Debt: Is it Really That Bad?

Across Europe it is becoming more and more expensive for countries to borrow money; and this includes Italy, Spain and Portugal (as well as France and the UK to a lesser degree) rather than just the extreme cases of Greece and Ireland. As I’ve addressed in previous posts, government’s receive loans by issuing bonds. These bonds are often considered the safest form of investment but usually yield very little interest to the holder. Therefore, as bonds become harder to sell when countries suffer economic collapse or similarly destroy fiscal trust, states are forced to increase the interest rate to attract buyers which in turn makes paying off debt even harder.
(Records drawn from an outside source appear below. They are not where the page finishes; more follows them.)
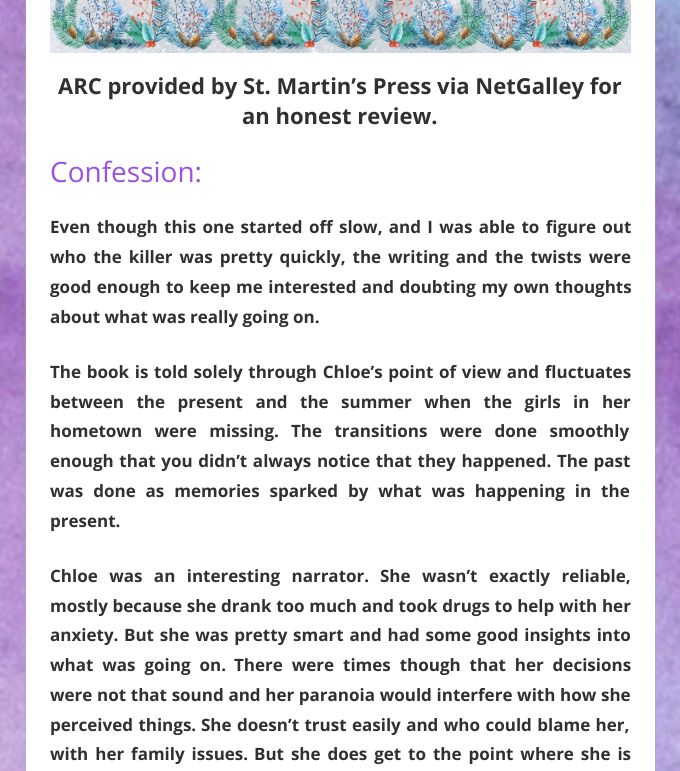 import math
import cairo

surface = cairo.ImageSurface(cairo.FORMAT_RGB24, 680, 771)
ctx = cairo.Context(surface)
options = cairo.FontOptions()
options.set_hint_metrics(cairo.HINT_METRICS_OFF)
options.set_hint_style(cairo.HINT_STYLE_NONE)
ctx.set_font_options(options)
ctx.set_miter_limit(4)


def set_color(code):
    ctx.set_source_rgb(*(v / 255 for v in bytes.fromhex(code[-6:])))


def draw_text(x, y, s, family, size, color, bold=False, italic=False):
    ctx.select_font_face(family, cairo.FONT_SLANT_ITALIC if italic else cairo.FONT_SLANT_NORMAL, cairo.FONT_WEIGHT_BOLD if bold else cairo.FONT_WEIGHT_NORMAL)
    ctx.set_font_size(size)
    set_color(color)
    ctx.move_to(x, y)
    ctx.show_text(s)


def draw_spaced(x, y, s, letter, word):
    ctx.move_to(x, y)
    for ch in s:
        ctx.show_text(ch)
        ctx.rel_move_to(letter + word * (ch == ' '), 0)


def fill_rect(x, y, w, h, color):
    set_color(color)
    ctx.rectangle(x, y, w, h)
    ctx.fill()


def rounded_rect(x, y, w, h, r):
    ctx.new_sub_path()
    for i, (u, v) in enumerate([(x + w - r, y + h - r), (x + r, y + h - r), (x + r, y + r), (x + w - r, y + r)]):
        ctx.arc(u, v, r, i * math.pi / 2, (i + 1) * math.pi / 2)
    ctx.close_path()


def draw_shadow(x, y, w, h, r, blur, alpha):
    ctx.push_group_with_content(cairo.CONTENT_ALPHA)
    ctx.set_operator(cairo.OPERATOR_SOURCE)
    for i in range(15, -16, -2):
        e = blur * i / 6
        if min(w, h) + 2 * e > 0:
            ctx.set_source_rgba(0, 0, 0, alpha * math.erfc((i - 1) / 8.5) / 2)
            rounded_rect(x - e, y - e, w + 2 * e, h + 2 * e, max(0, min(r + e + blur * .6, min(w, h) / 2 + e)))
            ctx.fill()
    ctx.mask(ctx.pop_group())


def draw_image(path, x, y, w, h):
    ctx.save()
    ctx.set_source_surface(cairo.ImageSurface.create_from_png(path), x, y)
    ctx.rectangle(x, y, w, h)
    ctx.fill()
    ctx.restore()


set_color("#ffffff")
ctx.paint()
draw_image("assets/img1.png", 0, 0, 680, 771)
set_color("#aaaaaa")
draw_shadow(26, -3, 629, 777, 0, 1, 1)
fill_rect(26, 0, 629, 771, "#ffffff")
draw_image("assets/img2.png", 50, 0, 581, 53)
draw_text(58, 94, "ARC provided by St. Martin’s Press via NetGalley for", "Open Sans", 22, "#303030", bold=True)
draw_text(242, 124, "an honest review.", "Open Sans", 22, "#303030", bold=True)
draw_text(50, 182, "Confession:", "Open Sans", 28, "#9b51e0")
ctx.select_font_face("Open Sans", cairo.FONT_SLANT_NORMAL, cairo.FONT_WEIGHT_BOLD)
ctx.set_font_size(17)
set_color("#303030")
draw_spaced(50, 233, "Even though this one started off slow, and I was able to figure out", 0, 1.9)
draw_spaced(50, 263, "who the killer was pretty quickly, the writing and the twists were", 0, 2.5)
draw_spaced(50, 293, "good enough to keep me interested and doubting my own thoughts", 0, 1)
draw_text(50, 323, "about what was really going on.", "Open Sans", 17, "#303030", bold=True)
draw_spaced(50, 378, "The book is told solely through Chloe’s point of view and fluctuates", 0, 1.25)
draw_spaced(50, 408, "between the present and the summer when the girls in her", 0, 8)
draw_spaced(50, 437, "hometown were missing.", 0, 8)
draw_spaced(291, 437, "The transitions were done smoothly", 0, 8)
draw_spaced(50, 467, "enough that you didn’t always notice that they happened.", 0, 1.25)
draw_spaced(557, 467, "The past", 0, 1)
draw_spaced(50, 497, "was done as memories sparked by what was happening in the", 0, 5.5)
draw_text(50, 527, "present.", "Open Sans", 17, "#303030", bold=True)
draw_spaced(50, 582, "Chloe was an interesting narrator.", 0, 7)
draw_spaced(380, 582, "She wasn’t exactly reliable,", 0, 7)
draw_spaced(50, 612, "mostly because she drank too much and took drugs to help with her", 0, 0.25)
draw_text(50, 641, "anxiety.", "Open Sans", 17, "#303030", bold=True)
draw_spaced(124, 641, "But she was pretty smart and had some good insights into", 0, 1.4)
draw_spaced(50, 671, "what was going on.", 0, 4.5)
draw_spaced(234, 671, "There were times though that her decisions", 0, 4.5)
draw_spaced(50, 701, "were not that sound and her paranoia would interfere with how she", 0, 0.25)
draw_spaced(50, 731, "perceived things.", 0, 1)
draw_spaced(201, 731, "She doesn’t trust easily and who could blame her,", 0, 1)
draw_spaced(50, 760, "with her family issues.", 0, 2.5)
draw_spaced(254, 760, "But she does get to the point where she is", 0, 2.5)
surface.write_to_png("output.png") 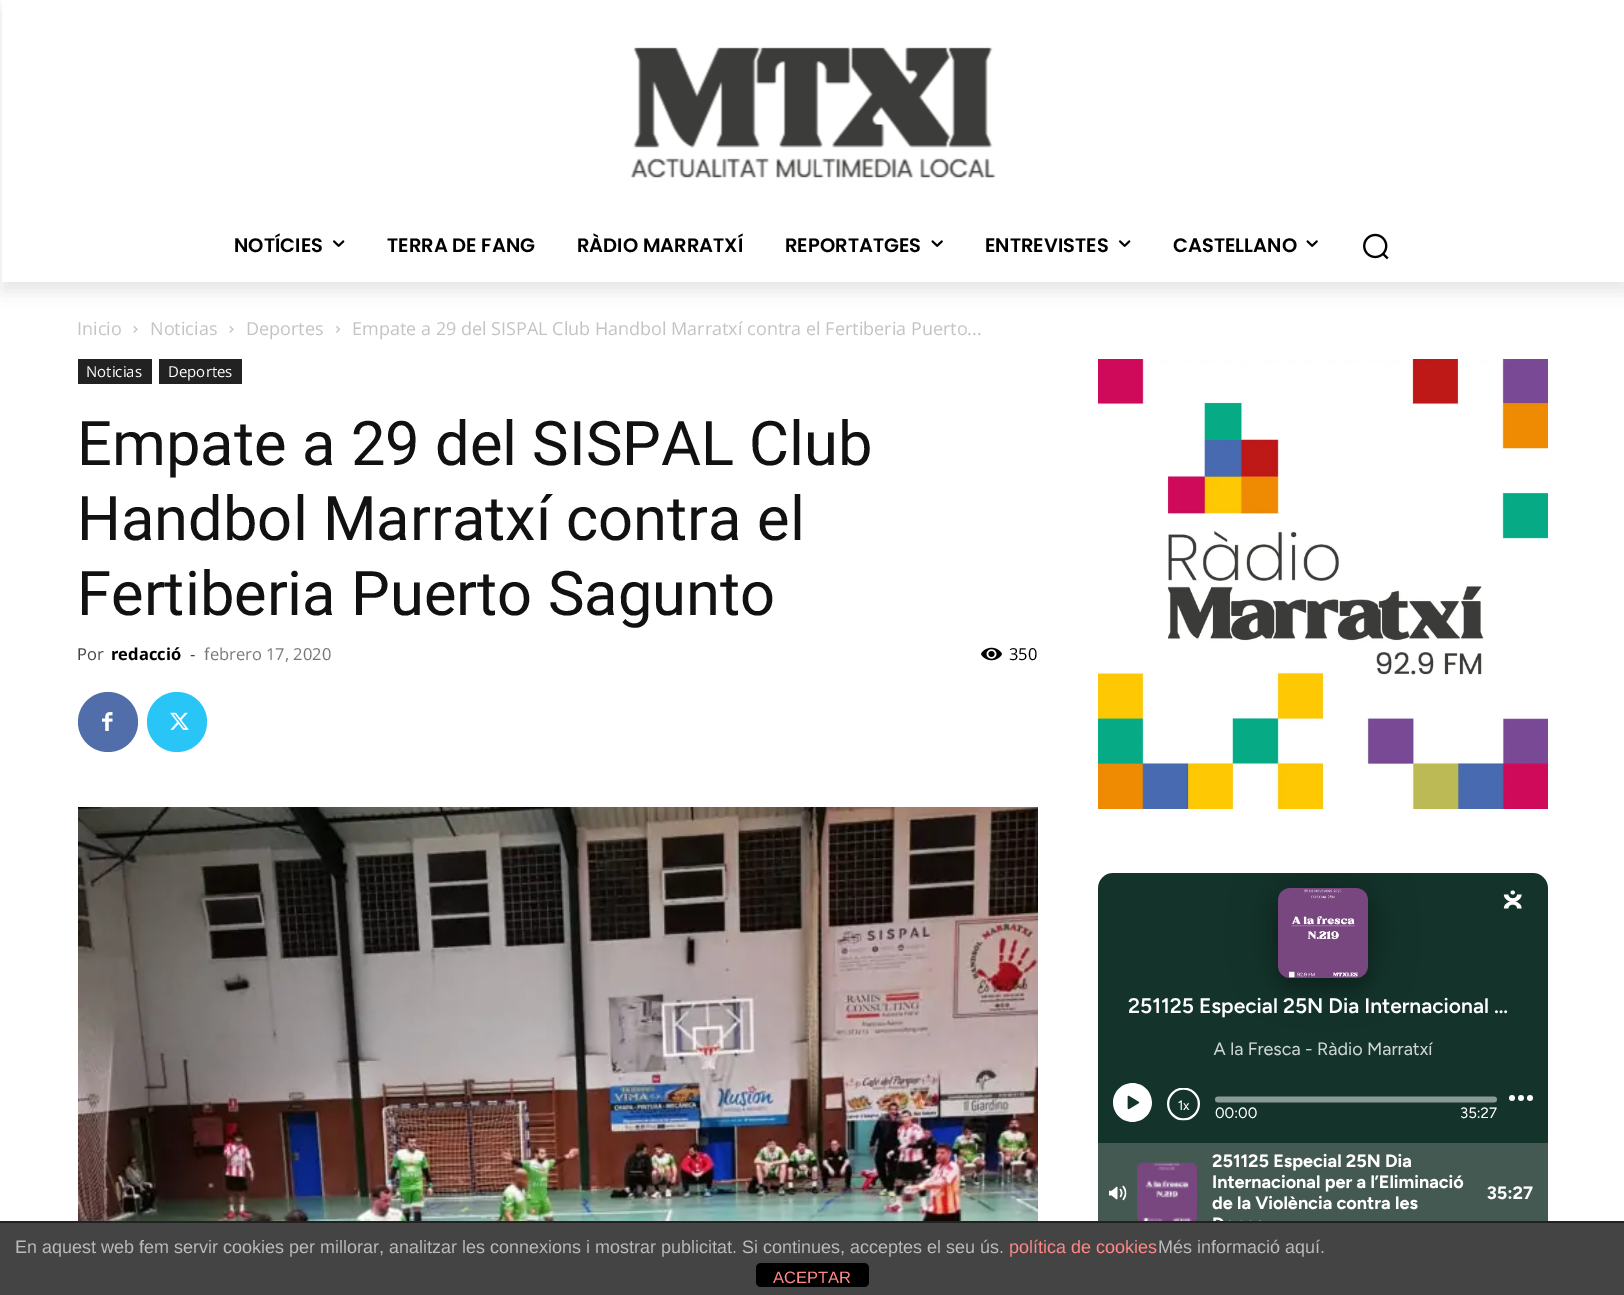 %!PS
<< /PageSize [1624 1295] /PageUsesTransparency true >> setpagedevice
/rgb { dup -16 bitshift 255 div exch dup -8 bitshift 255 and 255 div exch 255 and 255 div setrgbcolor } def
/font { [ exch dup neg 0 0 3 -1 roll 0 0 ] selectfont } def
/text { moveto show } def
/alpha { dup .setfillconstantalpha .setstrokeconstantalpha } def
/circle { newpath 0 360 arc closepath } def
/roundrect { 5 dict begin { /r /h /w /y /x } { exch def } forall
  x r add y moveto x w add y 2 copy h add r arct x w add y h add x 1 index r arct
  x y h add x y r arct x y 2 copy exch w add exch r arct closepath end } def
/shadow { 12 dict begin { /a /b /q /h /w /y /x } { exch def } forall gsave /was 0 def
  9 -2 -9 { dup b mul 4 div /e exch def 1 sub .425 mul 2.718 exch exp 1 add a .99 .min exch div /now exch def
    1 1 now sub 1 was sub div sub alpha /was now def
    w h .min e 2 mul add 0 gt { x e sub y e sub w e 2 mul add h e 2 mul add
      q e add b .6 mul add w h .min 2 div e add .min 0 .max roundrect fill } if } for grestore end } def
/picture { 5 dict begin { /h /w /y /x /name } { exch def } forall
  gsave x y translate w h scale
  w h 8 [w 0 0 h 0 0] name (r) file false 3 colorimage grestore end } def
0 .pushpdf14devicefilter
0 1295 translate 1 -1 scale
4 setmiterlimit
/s1 { /Poppins-SemiBold 19.5 font 16#000000 rgb } def
/s2 { /OpenSans-Regular 18 font 16#C3C3C3 rgb } def
/s3 { /OpenSans-Regular 15 font 16#FFFFFF rgb } def
/s4 { /Roboto-Regular 61.5 font 16#111111 rgb } def
/s5 { /OpenSans-Regular 16.5 font 16#444444 rgb } def
/s6 { /OpenSans-Bold 16.5 font 16#000000 rgb } def
/s7 { /OpenSans-Regular 16.5 font 16#767676 rgb } def
/s8 { /OpenSans-Regular 16.5 font 16#000000 rgb } def
/s9 { /LiberationSans-Regular 18 font 16#BBBBBB rgb } def
/s10 { /LiberationSans-Regular 18 font 16#FF8888 rgb } def
/s11 { /LiberationSans-Regular 16.5 font 16#FF8888 rgb } def
16#FFFFFF rgb
0 0 1624 1295 rectfill
(pic1.raw) 630 47 366 131 picture
gsave
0 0 moveto 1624 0 lineto 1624 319 lineto 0 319 lineto closepath 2 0 moveto 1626 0 lineto 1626 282 lineto 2 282 lineto closepath eoclip newpath
16#000000 rgb
2 9 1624 282 0 9 0.1 shadow
grestore
s1
(NOTÍCIES) 234 252 text
(pic2.raw) 333 240 12 7 picture
(TERRA DE FANG) 387 252 text
(RÀDIO MARRATXÍ) 577 252 text
(REPORTATGES) 785 252 text
(pic3.raw) 931 240 12 7 picture
(ENTREVISTES) 985 252 text
(pic2.raw) 1119 240 12 7 picture
(CASTELLANO) 1173 252 text
(pic3.raw) 1306 240 12 7 picture
(pic4.raw) 1363 233 26 27 picture
s2
(Inicio) 77 335 text
(pic5.raw) 133 326 5 7 picture
(Noticias) 150 335 text
(pic5.raw) 229 326 5 7 picture
(Deportes) 246 335 text
(pic6.raw) 336 326 4 7 picture
(Empate a 29 del SISPAL Club Handbol Marratxí contra el Fertiberia Puerto...) 352 335 text
16#222222 rgb
78 359 74 25 rectfill
s3
(Noticias) 86 377 text
16#222222 rgb
159 359 83 25 rectfill
s3
(Deportes) 168 377 text
s4
(Empate a 29 del SISPAL Club) 77 465 text
(Handbol Marratxí contra el) 77 540 text
(Fertiberia Puerto Sagunto) 77 615 text
s5
(Por) 77 660 text
s6
(redacció) 111 660 text
s5
(-) 190 660 text
s7
(febrero 17, 2020) 204 660 text
(pic7.raw) 981 647 21 14 picture
s8
(350) 1009 660 text
16#516EAB rgb
108 722 30 circle fill
(pic8.raw) 102 712 11 19 picture
16#29C5F6 rgb
177 722 30 circle fill
(pic9.raw) 170 712 19 18 picture
(pic10.raw) 78 807 960 414 picture
(pic11.raw) 1098 359 450 450 picture
(pic12.raw) 1098 873 450 348 picture
16#444444 rgb
0 1223 1624 72 rectfill
16#222222 rgb
0 1221 1624 2 rectfill
s9
(En aquest web fem servir cookies per millorar, analitzar les connexions i mostrar publicitat. Si continues, acceptes el seu ús.) 15 1253 text
s10
(política de cookies) 1009 1253 text
s9
(Més informació aquí.) 1158 1253 text
16#000000 rgb
756 1263 113 24 5 roundrect fill
s11
(ACEPTAR) 773 1283 text
.poppdf14devicefilter showpage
In today’s economic crisis, stocks and funds obviously seem scary to the average investor with little tolerance for risk on savings. So people turn towards select investment in safe commodities (such as shares in Wal-Mart), gold and in government bonds. Hence, in times like those we face now, people around the world turn towards treasury bonds, particularly towards those of the US. Though Europe has illustrated some of the worst disasters of this economic recession such as Spain’s 20% unemployment and Ireland’s impractical bank bailouts, the fact is that the overall debt as a percentage of economy remains similar between the US and many European states. And yet US bonds hold and have held for decades, some disproportionate value that has drawn government revenue even in the bleakest times. This means that as other countries accrue high interest rates and are forced to dig holes within holes, the US holds fairly “cheap debt”.

Government debt today is often driven by demographics as retirement age individuals draw out of health care and social security. Even in this arena, Europe has and is forecasted to have a higher ratio of older people to younger than the US as a result of their quicker demographic transition.

In the end, no one can say that the Unite State’s almost $14 trillion is even remotely acceptable, but in some ways, we may be better off than others.